Now, let's be honest: the burgeoning tablet market is not a race. But if it was, says analyst Chris Whitmore of Deutsche Bank, the iPad would be winning. We're going to see quite a few tablet devices come to market before all is said and done, including the Blackberry PlayBook and products from manufacturers like Dell, Microsoft, and maybe Google. Even after those other tablets come out, Whitmore says the iPad's lead is going to be tough to overcome quickly, if ever. "We expect the slew of upcoming competition to fall flat from a user experience standpoint while struggl[ing] to materially undercut the iPad on price," Whitmore reported.

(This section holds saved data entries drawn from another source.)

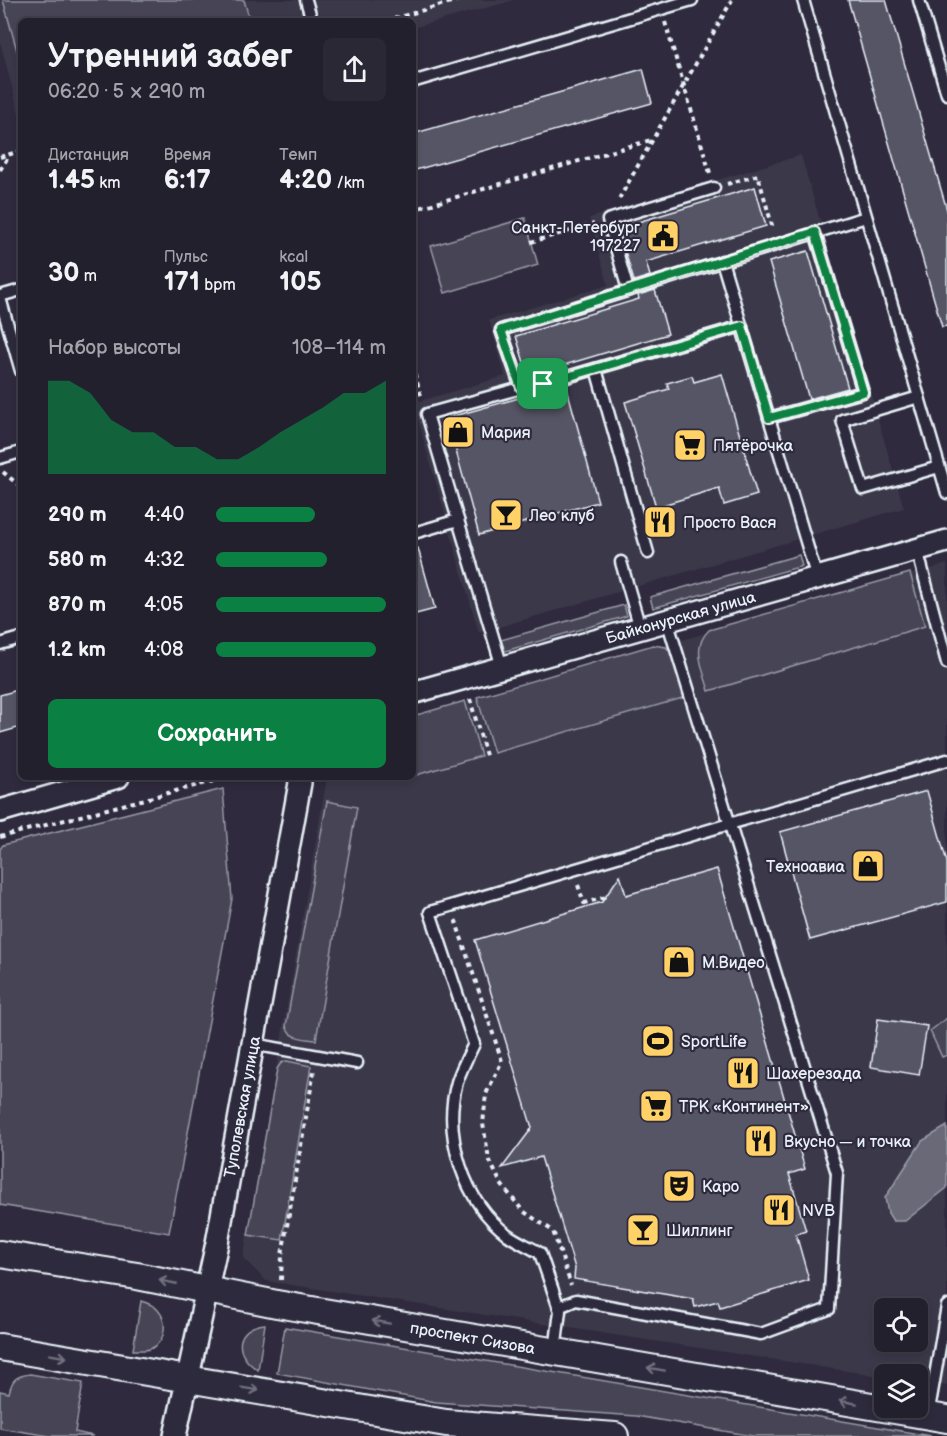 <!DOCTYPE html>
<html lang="ru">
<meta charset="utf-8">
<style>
body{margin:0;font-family:"Balsamiq Sans",sans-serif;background:#2b2836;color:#f1f3f6;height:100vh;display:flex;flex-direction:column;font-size:22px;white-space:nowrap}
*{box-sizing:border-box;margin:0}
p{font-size:20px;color:#a3a3aa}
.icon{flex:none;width:33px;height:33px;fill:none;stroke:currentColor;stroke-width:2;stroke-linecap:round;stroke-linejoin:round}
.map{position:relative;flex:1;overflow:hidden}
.side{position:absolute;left:18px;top:18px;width:398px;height:762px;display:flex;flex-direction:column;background:#23202e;border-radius:9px;box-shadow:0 3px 9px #0003,0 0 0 2px #403e4a}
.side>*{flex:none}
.tools{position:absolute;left:874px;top:1298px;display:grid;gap:12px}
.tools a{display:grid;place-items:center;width:54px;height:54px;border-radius:9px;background:#23202e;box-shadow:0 3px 9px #0003,0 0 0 2px #403e4a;font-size:30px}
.pin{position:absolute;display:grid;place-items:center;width:51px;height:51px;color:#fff;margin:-26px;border-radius:12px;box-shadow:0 3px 9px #0006}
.round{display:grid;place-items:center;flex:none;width:63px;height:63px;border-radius:9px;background:#2b2836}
.headline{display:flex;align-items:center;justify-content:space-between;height:102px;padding:0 30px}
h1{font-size:33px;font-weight:700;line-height:45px}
.metrics{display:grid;grid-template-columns:repeat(3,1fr);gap:9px;height:102px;padding:6px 30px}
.metrics div{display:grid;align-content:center}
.metrics b{font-size:26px;font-weight:700}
.metrics small{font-size:16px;font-weight:400}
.metrics p{font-size:16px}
.chart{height:168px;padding:12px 30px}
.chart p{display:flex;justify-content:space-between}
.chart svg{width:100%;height:108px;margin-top:6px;fill:#0b8043;opacity:.7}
.cta{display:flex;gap:12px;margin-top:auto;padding:12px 30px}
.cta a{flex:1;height:69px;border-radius:9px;background:#0b8043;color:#fff;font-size:24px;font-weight:700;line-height:69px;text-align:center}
ul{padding:0 30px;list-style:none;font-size:20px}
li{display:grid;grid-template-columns:96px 72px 1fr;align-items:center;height:45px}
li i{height:15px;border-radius:8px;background:#0b8043}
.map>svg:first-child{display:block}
.built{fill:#3b3749;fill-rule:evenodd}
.green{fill:#464455;stroke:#979aa6;stroke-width:1.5}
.water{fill:#696978;stroke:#9c9fab;stroke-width:1.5}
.building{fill:#575565;stroke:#e8f1f8;stroke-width:1.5}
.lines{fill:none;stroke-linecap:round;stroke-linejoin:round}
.service-casing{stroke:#e8f1f8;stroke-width:15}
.minor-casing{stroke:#e8f1f8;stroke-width:26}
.tertiary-casing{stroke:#e8f1f8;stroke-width:30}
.path{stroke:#e8f1f8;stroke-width:4;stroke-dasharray:4.5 4.5;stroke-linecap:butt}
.service{stroke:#2f2a3d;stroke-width:10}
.minor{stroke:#2f2a3d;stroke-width:21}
.tertiary{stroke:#2f2a3d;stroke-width:26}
.oneway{stroke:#70707e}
.route-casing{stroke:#fff;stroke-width:12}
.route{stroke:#0b8043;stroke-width:8}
.labels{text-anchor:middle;stroke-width:4.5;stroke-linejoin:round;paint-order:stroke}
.poi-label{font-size:16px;fill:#e8f1f8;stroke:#2f2a3d;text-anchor:start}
.street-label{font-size:16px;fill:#e8f1f8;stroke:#2f2a3d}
</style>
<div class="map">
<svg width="947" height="1436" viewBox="0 0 947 1436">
<rect width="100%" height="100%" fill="#2f2a3d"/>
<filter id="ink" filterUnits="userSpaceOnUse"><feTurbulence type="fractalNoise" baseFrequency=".0167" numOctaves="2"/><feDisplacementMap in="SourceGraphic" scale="12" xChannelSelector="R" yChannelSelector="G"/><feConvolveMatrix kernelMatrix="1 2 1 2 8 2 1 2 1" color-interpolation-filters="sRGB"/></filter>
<g filter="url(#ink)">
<g class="built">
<polygon points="0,0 515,0 413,28 412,21 21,21 21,121 0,42"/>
<polygon points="801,155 904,508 479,633 413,403 505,376 489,320 608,285 589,218"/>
<path d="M947,564V1386L918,1382V1374H885V1377L266,1281L243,1258L327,777H412L413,717ZM885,1308H918V1341H885Z"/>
</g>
<g class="green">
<polygon points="3,0 244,0 250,21 21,21 21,65"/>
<polygon points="525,218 538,265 445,293 431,246"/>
<polygon points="799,555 802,566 653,608 650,597"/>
<path d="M910,573L925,626L709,691C703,669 691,647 709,630Z"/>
<polygon points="624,605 627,616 505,651 501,640"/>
<polygon points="653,645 666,647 674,656 686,697 494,753 477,697"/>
<polygon points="465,701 481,756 413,776 413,716"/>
<polygon points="223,789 232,899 169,1233 0,1205 0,849 3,845"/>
<path d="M327,801L357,807L316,1040C304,1038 291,1040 286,1026Z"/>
<polygon points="947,1018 947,1055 942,1057 930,1031"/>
<polygon points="287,1061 311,1066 282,1240 248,1235 277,1069 281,1063"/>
<path d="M141,1301C148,1303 154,1305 158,1310C168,1321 166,1341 152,1348C147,1351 139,1350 133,1350Z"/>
<path d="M265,1324L258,1370C233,1355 234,1327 265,1324Z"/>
<polygon points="285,1327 931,1436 753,1436 636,1416 436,1402 277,1373"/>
<path d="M30,1374L83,1383L75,1432L93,1436H50L0,1428V1391L9,1393C12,1379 16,1376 30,1374Z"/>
</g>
<polygon class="water" points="947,1126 947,1188 905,1221 893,1221 888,1213 885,1198 922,1141"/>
<g class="building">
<polygon points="848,0 886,0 947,210 947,326 942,327"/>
<polygon points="643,69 652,103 412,171 412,134"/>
<polygon points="755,187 766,226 646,262 650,276 634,281 618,228"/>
<polygon points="808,251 848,388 809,399 769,262"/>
<polygon points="655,290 668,334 561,366 562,371 529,379 516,336 639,299 638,295"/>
<polygon points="722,374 757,495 724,505 719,488 656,507 625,402 669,389 667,383 692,376 694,382"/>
<polygon points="566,385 598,502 479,535 447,418"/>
<polygon points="418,548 435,609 412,615 412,549"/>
<polygon points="21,689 21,727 0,733 0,695"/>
<polygon points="927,791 947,862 947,902 810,940 780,832"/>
<polygon points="717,869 805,1169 789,1174 806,1231 796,1234 809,1280 720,1307 718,1301 695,1307 693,1299 574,1279 575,1268 541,1157 502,1168 532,1128 475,940 602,902 620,875 626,895"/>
<polygon points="878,1019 927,1026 919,1075 871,1067"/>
</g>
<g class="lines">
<g class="service-casing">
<g id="service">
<polyline points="306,0 312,21"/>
<polyline points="803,0 947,493"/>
<polyline points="919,0 947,94"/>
<polyline points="412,82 692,0"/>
<polyline points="722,261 817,578"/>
<polyline points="628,290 608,220 714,188"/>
<polyline points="0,296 21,290"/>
<polyline points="0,298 21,371"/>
<polyline points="596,369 648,553"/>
<polyline points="521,388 501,330 866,217"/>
<polyline points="919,397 842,420 863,489 939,467"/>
<polyline points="769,418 863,392 815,232"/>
<polyline points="0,458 21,452"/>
<polyline points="458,520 427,414 521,388 543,384 742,326"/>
<polyline points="414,533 458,520 502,667"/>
<polyline points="917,549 947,663"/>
<polyline points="621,562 640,628"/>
<polyline points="0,644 21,638"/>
<polyline points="253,1044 357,1063"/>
<polyline points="559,1307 576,1300 761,1334 829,1309 837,1173 667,620"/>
<path d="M555,1351L560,1311L540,1253C530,1247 518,1242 508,1235C464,1202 442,1135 457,1082C461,1069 468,1056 474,1044L430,912L947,760"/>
<polyline points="928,1416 947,1306"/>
</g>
</g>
<g class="minor-casing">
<g id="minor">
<path id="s1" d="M412,693L947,541"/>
<polyline points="0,811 118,777"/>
<path id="s2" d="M175,1436L217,1243L300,783L299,777"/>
</g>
</g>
<g class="tertiary-casing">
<g id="tertiary">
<path id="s3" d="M0,1254L137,1276L277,1304L947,1419"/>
<polyline points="0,1347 446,1423 615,1436"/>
</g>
</g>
<g class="path">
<polyline points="386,21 458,0"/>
<polyline points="665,22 710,173"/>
<polyline points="0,157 21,151"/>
<polyline points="0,170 10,154"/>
<polyline points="727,184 758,175 773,229"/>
<polyline points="619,199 732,0"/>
<polyline points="412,210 651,140"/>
<polyline points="531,242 594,224"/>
<polyline points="412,365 422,399"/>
<polyline points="3,472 21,487"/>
<polyline points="470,699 487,759"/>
<polyline points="0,837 229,777"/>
<polyline points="578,885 584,903 606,897"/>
<polyline points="458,921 456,922 502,1061 486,1094 483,1124 489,1159 501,1184 523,1211 553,1231 571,1285"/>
<polyline points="281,1280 282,1255 314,1071"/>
</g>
<use href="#service" class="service"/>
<use href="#minor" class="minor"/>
<use href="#tertiary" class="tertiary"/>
</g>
<defs><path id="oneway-shaft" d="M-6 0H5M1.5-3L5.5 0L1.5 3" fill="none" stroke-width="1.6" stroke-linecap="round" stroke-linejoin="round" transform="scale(1.5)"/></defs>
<g class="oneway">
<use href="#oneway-shaft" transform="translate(168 1282) rotate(-169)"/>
<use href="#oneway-shaft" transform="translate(381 1322) rotate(-170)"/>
<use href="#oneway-shaft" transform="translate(58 1356) rotate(10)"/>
<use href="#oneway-shaft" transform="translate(656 1369) rotate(-170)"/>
<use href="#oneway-shaft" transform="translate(250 1389) rotate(9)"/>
<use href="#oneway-shaft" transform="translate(848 1402) rotate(-170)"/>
</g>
</g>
<g class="lines" filter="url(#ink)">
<g class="route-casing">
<polygon id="route" points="815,232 863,392 769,418 742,326 543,384 521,388 501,330"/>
</g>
<use href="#route" class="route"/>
</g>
<defs>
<g id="civic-square" transform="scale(1.725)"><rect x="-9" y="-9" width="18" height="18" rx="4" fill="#ffd166" stroke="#2f2a3d"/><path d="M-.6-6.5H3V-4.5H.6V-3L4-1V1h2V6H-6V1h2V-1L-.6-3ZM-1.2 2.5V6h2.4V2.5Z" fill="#111"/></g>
<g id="shop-square" transform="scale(1.725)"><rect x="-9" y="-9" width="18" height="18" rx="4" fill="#ffd166" stroke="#2f2a3d"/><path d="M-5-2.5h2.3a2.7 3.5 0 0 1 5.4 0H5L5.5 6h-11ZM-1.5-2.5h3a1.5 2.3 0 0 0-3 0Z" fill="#111"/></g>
<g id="supermarket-square" transform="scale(1.725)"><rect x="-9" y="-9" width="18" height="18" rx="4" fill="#ffd166" stroke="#2f2a3d"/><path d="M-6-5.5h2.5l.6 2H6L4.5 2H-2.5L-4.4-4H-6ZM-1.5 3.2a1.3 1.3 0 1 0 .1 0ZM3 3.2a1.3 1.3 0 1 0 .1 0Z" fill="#111"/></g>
<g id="bar-square" transform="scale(1.725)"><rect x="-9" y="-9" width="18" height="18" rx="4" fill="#ffd166" stroke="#2f2a3d"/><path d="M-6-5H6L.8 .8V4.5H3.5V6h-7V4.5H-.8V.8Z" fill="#111"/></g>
<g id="restaurant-square" transform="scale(1.725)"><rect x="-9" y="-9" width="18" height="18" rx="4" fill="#ffd166" stroke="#2f2a3d"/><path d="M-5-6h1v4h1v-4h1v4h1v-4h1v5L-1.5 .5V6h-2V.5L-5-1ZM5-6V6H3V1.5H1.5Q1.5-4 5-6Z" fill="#111"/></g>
<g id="stadium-square" transform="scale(1.725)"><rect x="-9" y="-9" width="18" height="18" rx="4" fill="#ffd166" stroke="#2f2a3d"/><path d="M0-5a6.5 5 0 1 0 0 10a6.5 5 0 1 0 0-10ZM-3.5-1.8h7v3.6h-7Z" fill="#111"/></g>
<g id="theatre-square" transform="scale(1.725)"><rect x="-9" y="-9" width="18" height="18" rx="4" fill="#ffd166" stroke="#2f2a3d"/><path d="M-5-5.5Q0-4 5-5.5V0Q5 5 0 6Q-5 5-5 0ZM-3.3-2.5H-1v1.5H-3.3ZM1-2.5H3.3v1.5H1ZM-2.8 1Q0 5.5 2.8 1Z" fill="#111"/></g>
</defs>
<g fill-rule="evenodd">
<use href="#civic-square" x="663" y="236"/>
<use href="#shop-square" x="458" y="432"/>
<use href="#supermarket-square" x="690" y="445"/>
<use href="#bar-square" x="506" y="515"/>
<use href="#restaurant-square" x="660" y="522"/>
<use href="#shop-square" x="868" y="866"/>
<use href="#shop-square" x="679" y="962"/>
<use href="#stadium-square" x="658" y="1041"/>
<use href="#restaurant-square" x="743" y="1073"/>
<use href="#supermarket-square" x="656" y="1106"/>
<use href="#restaurant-square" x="761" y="1141"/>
<use href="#theatre-square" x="679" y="1186"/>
<use href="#restaurant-square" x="779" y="1210"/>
<use href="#bar-square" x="643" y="1230"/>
</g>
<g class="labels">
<g class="poi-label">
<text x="640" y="233" text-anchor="end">Санкт-Петербург<tspan x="640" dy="18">197227</tspan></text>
<text x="481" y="438">Мария</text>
<text x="713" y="451">Пятёрочка</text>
<text x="529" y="521">Лео клуб</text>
<text x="683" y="528">Просто Вася</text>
<text x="845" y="872" text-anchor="end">Техноавиа</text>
<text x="702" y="968">М.Видео</text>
<text x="681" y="1047">SportLife</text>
<text x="766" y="1079">Шахерезада</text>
<text x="679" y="1112">ТРК «Континент»</text>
<text x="784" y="1147">Вкусно — и точка</text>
<text x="702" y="1192">Каро</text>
<text x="802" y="1216">NVB</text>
<text x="666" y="1236">Шиллинг</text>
</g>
<g class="street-label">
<text dy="6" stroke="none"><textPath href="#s1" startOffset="279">Байконурская улица</textPath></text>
<text dy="6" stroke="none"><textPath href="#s2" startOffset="336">Туполевская улица</textPath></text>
<text dy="6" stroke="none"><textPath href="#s3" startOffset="480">проспект Сизова</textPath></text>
</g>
</g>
</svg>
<div class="tools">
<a><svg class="icon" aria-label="locate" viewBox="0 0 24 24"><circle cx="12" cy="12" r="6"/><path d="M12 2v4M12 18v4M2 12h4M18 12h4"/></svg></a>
<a><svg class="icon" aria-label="layers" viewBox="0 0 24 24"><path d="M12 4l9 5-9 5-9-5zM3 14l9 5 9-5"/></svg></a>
</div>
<div class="pin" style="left:543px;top:384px;background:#1e9e55"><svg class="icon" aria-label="arrive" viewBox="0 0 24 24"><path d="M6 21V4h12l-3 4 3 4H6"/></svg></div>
<section class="side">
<div class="headline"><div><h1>Утренний забег</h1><p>06:20 · 5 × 290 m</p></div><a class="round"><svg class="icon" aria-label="share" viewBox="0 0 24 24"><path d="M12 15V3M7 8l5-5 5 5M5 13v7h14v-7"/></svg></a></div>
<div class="metrics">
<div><p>Дистанция</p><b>1.45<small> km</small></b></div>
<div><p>Время</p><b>6:17</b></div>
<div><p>Темп</p><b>4:20<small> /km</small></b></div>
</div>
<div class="metrics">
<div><b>30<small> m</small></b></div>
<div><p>Пульс</p><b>171<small> bpm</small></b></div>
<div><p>kcal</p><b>105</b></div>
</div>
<div class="chart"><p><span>Набор высоты</span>108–114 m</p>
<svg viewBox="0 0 160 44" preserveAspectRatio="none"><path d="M0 44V6L10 6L20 11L30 22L40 27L50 27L60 33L70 33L80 38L90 38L100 33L110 27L120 22L130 17L140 11L150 11L160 6V44z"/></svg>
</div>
<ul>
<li><b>290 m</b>4:40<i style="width:58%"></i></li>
<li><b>580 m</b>4:32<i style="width:65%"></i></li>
<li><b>870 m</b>4:05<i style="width:100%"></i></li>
<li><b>1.2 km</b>4:08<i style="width:94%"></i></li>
</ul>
<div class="cta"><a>Сохранить</a></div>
</section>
</div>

User experience is a no-brainer -- that's something Apple has always done well, and it's arguable that the iPad is its finest hardware from an accessibility standpoint. But price is something else; Apple has made deals and even manufactured its own chip to create the tantalizing mix of performance and cost found in the iPad. Other manufacturers will have trouble doing the same, especially with the lead Apple already has. According to Whitmore, the App Store has also given Apple a head start on applications, deals with media companies have brought big-name content to the platform, and a slew of competition versus Apple's one-device strategy will create problems for anyone attempting to climb the tablet mountain.
That's not to say that there can't be another successful tablet, it's just that if anyone wants to have another iPad, they've got a lot of work ahead of them. That's not surprising -- Apple has already reaped the benefits of its early grab at a tablet-style computer, and there are much more earnings where those came from.